Write out every line from the listing below where the string "edge" is found.
○ ○ ○ ○
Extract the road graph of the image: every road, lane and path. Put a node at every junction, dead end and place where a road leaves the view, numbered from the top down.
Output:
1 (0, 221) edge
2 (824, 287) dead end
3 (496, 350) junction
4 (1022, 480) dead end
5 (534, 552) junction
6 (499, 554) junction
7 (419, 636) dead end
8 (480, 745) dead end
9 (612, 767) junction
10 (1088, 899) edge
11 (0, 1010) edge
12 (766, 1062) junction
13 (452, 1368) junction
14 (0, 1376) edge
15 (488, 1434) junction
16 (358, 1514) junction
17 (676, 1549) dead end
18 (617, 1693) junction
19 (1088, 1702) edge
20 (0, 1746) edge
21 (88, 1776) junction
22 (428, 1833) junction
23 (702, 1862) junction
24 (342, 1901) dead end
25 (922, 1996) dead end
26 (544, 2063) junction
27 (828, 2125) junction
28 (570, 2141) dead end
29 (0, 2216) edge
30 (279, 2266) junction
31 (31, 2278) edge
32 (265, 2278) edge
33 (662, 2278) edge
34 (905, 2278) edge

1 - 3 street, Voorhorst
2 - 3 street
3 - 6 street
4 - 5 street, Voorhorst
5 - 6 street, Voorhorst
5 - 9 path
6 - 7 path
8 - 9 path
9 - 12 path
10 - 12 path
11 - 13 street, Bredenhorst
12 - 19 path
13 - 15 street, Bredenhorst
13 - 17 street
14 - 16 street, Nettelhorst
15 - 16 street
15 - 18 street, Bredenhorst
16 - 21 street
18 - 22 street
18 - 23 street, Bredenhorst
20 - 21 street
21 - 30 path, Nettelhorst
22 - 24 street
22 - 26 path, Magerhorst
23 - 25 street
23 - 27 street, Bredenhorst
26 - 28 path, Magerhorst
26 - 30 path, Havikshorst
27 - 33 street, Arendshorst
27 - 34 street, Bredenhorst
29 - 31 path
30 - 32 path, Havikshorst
○ ○ ○ ○
* _Expected answer_:
1 (0, 221) edge
10 (1088, 899) edge
11 (0, 1010) edge
14 (0, 1376) edge
19 (1088, 1702) edge
20 (0, 1746) edge
29 (0, 2216) edge
31 (31, 2278) edge
32 (265, 2278) edge
33 (662, 2278) edge
34 (905, 2278) edge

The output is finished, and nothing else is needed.